Kondisi tersebut memunculkan keresahan di tengah masyarakat. Warga berharap Pemerintah Kabupaten Merangin maupun Pemerintah Provinsi Jambi segera mengambil langkah konkret untuk memastikan kebakaran dapat ditangani dan dampaknya terhadap masyarakat maupun lingkungan dapat diminimalkan.
Kritik terhadap pemerintah pun mulai bermunculan. Masyarakat mempertanyakan sejauh mana respons pemerintah daerah terhadap persoalan yang telah berlangsung selama hampir dua pekan tersebut.
“Hallo Gubernur Jambi, wo kami nian. Hallo Bupati Merangin. Hallo Dewan Dapil 4,” demikian seruan yang disampaikan sebagai bentuk keresahan dan desakan agar persoalan kebakaran di Bukit Selasih mendapat perhatian serius.
Sorotan juga diarahkan kepada para wakil rakyat dari daerah pemilihan terkait. Ketika masyarakat menyampaikan keluhan dan membutuhkan perhatian pemerintah, publik mempertanyakan mengapa suara para wakil rakyat belum terdengar secara kuat dalam mendorong penanganan persoalan tersebut.
Padahal, wakil rakyat memiliki fungsi representasi untuk menyerap dan menyampaikan aspirasi masyarakat. Karena itu, kondisi di Bukit Selasih menjadi momentum untuk melihat sejauh mana aspirasi warga dapat dikawal hingga mendapatkan respons dari pemerintah.

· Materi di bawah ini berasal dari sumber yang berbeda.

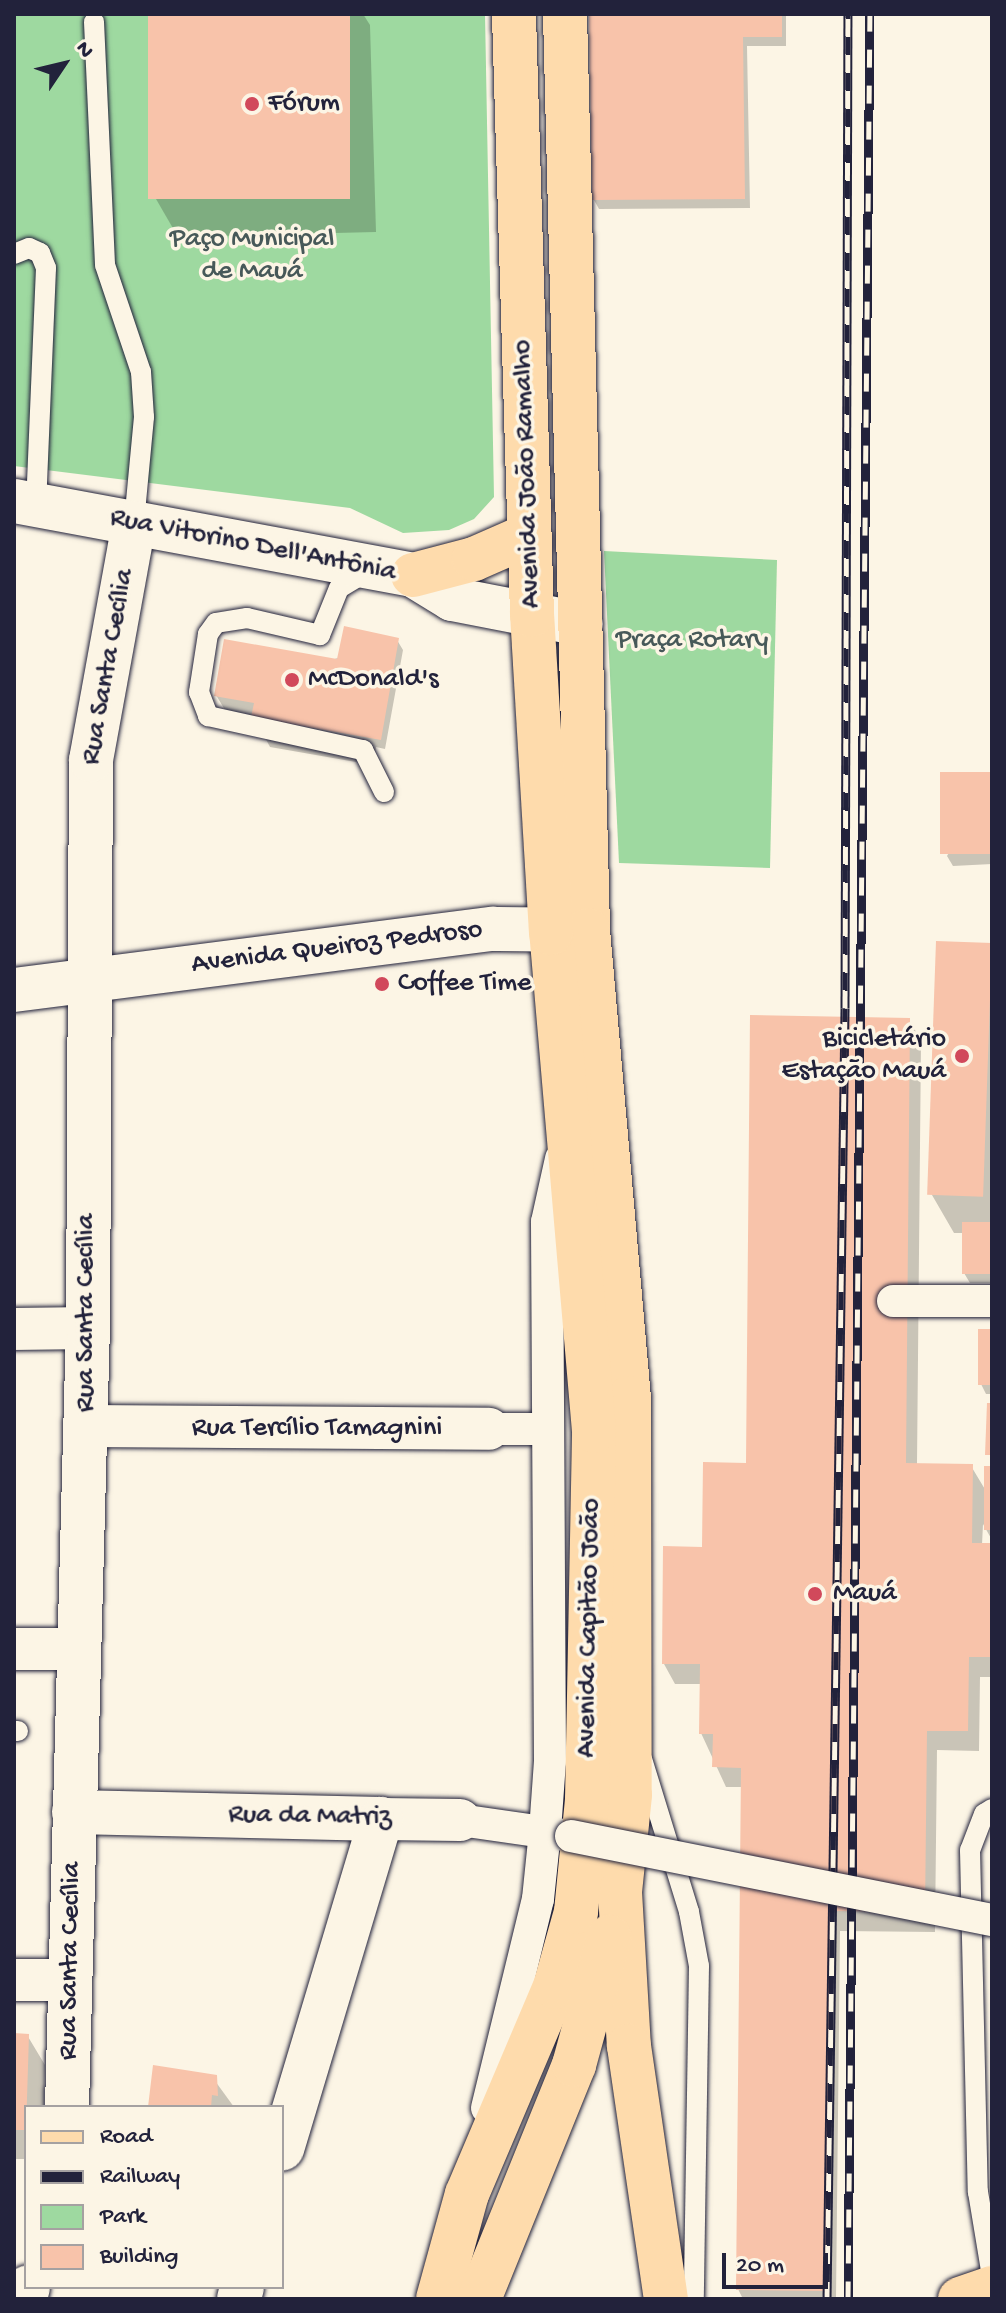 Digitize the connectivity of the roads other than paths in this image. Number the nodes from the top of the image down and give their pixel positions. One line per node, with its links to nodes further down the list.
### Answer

Persoalan kebakaran bukan hanya menyangkut api yang membakar kawasan, tetapi juga dapat berkaitan dengan keselamatan warga, kualitas udara, lingkungan, serta potensi dampak sosial dan ekonomi apabila berlangsung dalam waktu panjang.
Masyarakat tentu membutuhkan informasi yang jelas mengenai kondisi terkini, langkah penanganan yang telah dilakukan, serta rencana pemerintah untuk mengatasi kebakaran tersebut.

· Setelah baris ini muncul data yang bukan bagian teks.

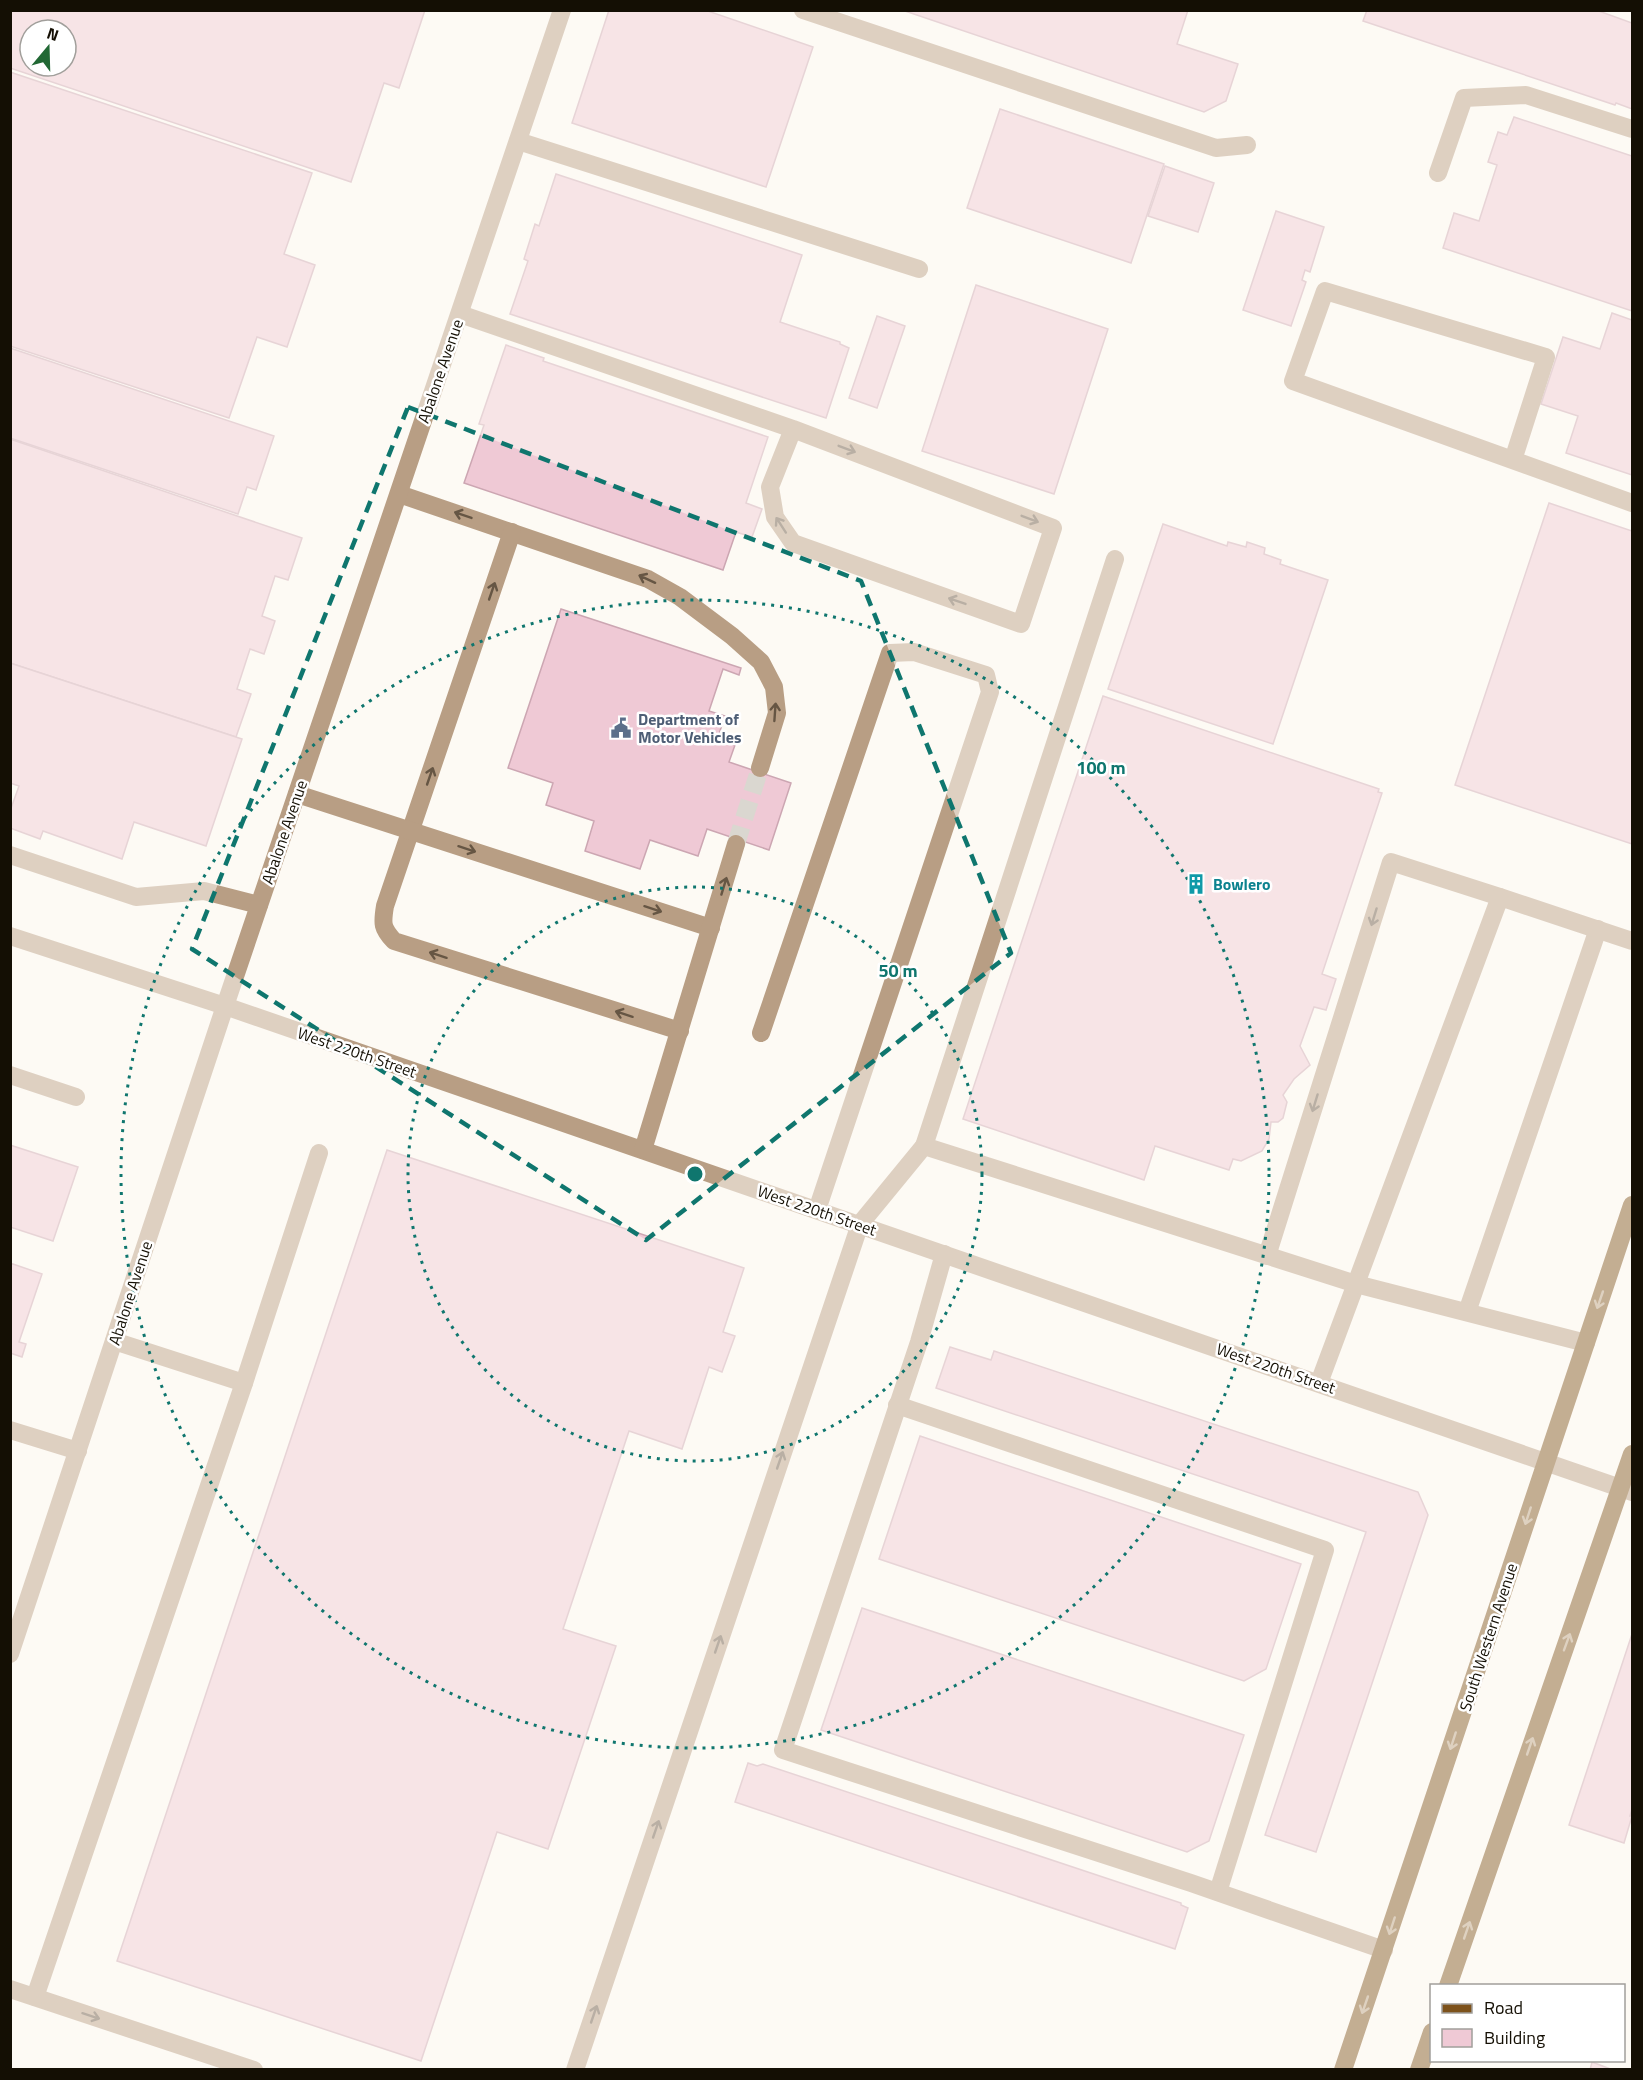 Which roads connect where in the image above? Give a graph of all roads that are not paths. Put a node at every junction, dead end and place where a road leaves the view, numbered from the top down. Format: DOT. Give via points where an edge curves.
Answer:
graph roads {
  1 [pos="562,10"];
  2 [pos="803,10"];
  3 [pos="1632,129"];
  4 [pos="518,141"];
  5 [pos="1247,145"];
  6 [pos="1438,173"];
  7 [pos="919,269"];
  8 [pos="460,314"];
  9 [pos="793,429"];
  10 [pos="1513,460"];
  11 [pos="399,494"];
  12 [pos="1632,503"];
  13 [pos="512,532"];
  14 [pos="1115,559"];
  15 [pos="760,768"];
  16 [pos="297,794"];
  17 [pos="411,831"];
  18 [pos="736,844"];
  19 [pos="10,855"];
  20 [pos="1500,897"];
  21 [pos="259,905"];
  22 [pos="711,928"];
  23 [pos="1598,930"];
  24 [pos="10,936"];
  25 [pos="1632,941"];
  26 [pos="225,1006"];
  27 [pos="680,1031"];
  28 [pos="761,1033"];
  29 [pos="10,1075"];
  30 [pos="76,1097"];
  31 [pos="924,1146"];
  32 [pos="643,1150"];
  33 [pos="319,1153"];
  34 [pos="1632,1205"];
  35 [pos="818,1210"];
  36 [pos="860,1224"];
  37 [pos="944,1254"];
  38 [pos="1267,1256"];
  39 [pos="1356,1284"];
  40 [pos="1467,1312"];
  41 [pos="114,1341"];
  42 [pos="1586,1343"];
  43 [pos="244,1383"];
  44 [pos="1319,1383"];
  45 [pos="897,1405"];
  46 [pos="10,1430"];
  47 [pos="78,1451"];
  48 [pos="1632,1454"];
  49 [pos="1546,1461"];
  50 [pos="1627,1490"];
  51 [pos="18,1607"];
  52 [pos="10,1654"];
  53 [pos="1218,1892"];
  54 [pos="1384,1950"];
  55 [pos="1449,1984"];
  56 [pos="10,1989"];
  57 [pos="35,1997"];
  58 [pos="1430,2035"];
  59 [pos="254,2070"];
  60 [pos="575,2070"];
  61 [pos="1343,2070"];
  62 [pos="1419,2070"];
  1 -- 4 [label="street, Abalone Avenue"];
  2 -- 5 [label="street" via="1216,148"];
  3 -- 6 [label="street" via="1526,95 1464,98"];
  4 -- 7 [label="street"];
  4 -- 8 [label="street, Abalone Avenue"];
  8 -- 9 [label="street"];
  8 -- 11 [label="street, Abalone Avenue"];
  9 -- 9 [label="street, one-way" via="1053,528 1021,624 793,543 775,517 770,487"];
  10 -- 10 [label="street" via="1293,381 1325,291 1546,357"];
  10 -- 12 [label="street"];
  13 -- 11 [label="street, one-way"];
  11 -- 16 [label="street, Abalone Avenue"];
  15 -- 13 [label="street, one-way" via="777,713 774,687 761,662 680,597 648,579"];
  17 -- 13 [label="street, one-way"];
  14 -- 31 [label="street"];
  16 -- 17 [label="street"];
  16 -- 21 [label="street, Abalone Avenue"];
  17 -- 22 [label="street, one-way"];
  27 -- 17 [label="street, one-way" via="394,941 384,929 383,917"];
  22 -- 18 [label="street, one-way"];
  19 -- 21 [label="street" via="136,897 204,891"];
  20 -- 23 [label="street"];
  20 -- 38 [label="street, one-way" via="1391,862"];
  20 -- 39 [label="street"];
  21 -- 26 [label="street, Abalone Avenue"];
  22 -- 27 [label="street"];
  23 -- 25 [label="street"];
  23 -- 40 [label="street"];
  24 -- 26 [label="street, West 220th Street"];
  26 -- 32 [label="street, West 220th Street"];
  26 -- 41 [label="street, Abalone Avenue"];
  27 -- 32 [label="street"];
  28 -- 35 [label="street" via="890,653 914,652 986,675 990,692"];
  29 -- 30 [label="street"];
  31 -- 36 [label="street"];
  31 -- 38 [label="street"];
  32 -- 35 [label="street, West 220th Street"];
  33 -- 43 [label="street"];
  34 -- 42 [label="main road, South Western Avenue, one-way"];
  35 -- 36 [label="street, West 220th Street"];
  36 -- 37 [label="street, West 220th Street"];
  60 -- 36 [label="street, one-way"];
  37 -- 44 [label="street, West 220th Street"];
  37 -- 45 [label="street"];
  38 -- 39 [label="street"];
  39 -- 40 [label="street"];
  39 -- 44 [label="street"];
  40 -- 42 [label="street"];
  41 -- 43 [label="street"];
  41 -- 47 [label="street, Abalone Avenue"];
  42 -- 49 [label="main road, South Western Avenue"];
  43 -- 57 [label="street"];
  44 -- 49 [label="street, West 220th Street"];
  45 -- 53 [label="street" via="1326,1551"];
  45 -- 53 [label="street" via="783,1750"];
  46 -- 47 [label="street"];
  47 -- 51 [label="street, Abalone Avenue"];
  48 -- 50 [label="main road"];
  49 -- 50 [label="street, West 220th Street"];
  49 -- 54 [label="main road, South Western Avenue, one-way"];
  55 -- 50 [label="main road, one-way"];
  51 -- 52 [label="street, Abalone Avenue"];
  53 -- 54 [label="street"];
  54 -- 61 [label="main road, South Western Avenue, one-way"];
  56 -- 57 [label="street"];
  57 -- 59 [label="street, one-way"];
  58 -- 62 [label="main road"];
}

Pertanyaan publik kini sederhana: kapan tindakan nyata akan dilakukan?
Apakah suara masyarakat yang terus disampaikan akan segera mendapatkan respons dari Pemerintah Kabupaten Merangin dan Pemerintah Provinsi Jambi?
Ataukah masyarakat harus terus menunggu hingga persoalan tersebut mendapatkan perhatian yang lebih serius?
“Akankah suara toa yang membangunkan hati nurani pemerintah?”
Seruan tersebut menjadi simbol keresahan warga yang berharap pemerintah hadir secara nyata di tengah persoalan yang mereka hadapi.
Hingga berita ini disusun, diperlukan penjelasan resmi dari Pemerintah Kabupaten Merangin, Pemerintah Provinsi Jambi, serta anggota DPRD dari daerah pemilihan terkait mengenai langkah penanganan kebakaran di Bukit Selasih.
Publik berhak mendapatkan informasi yang transparan mengenai kondisi kebakaran dan upaya penanganannya.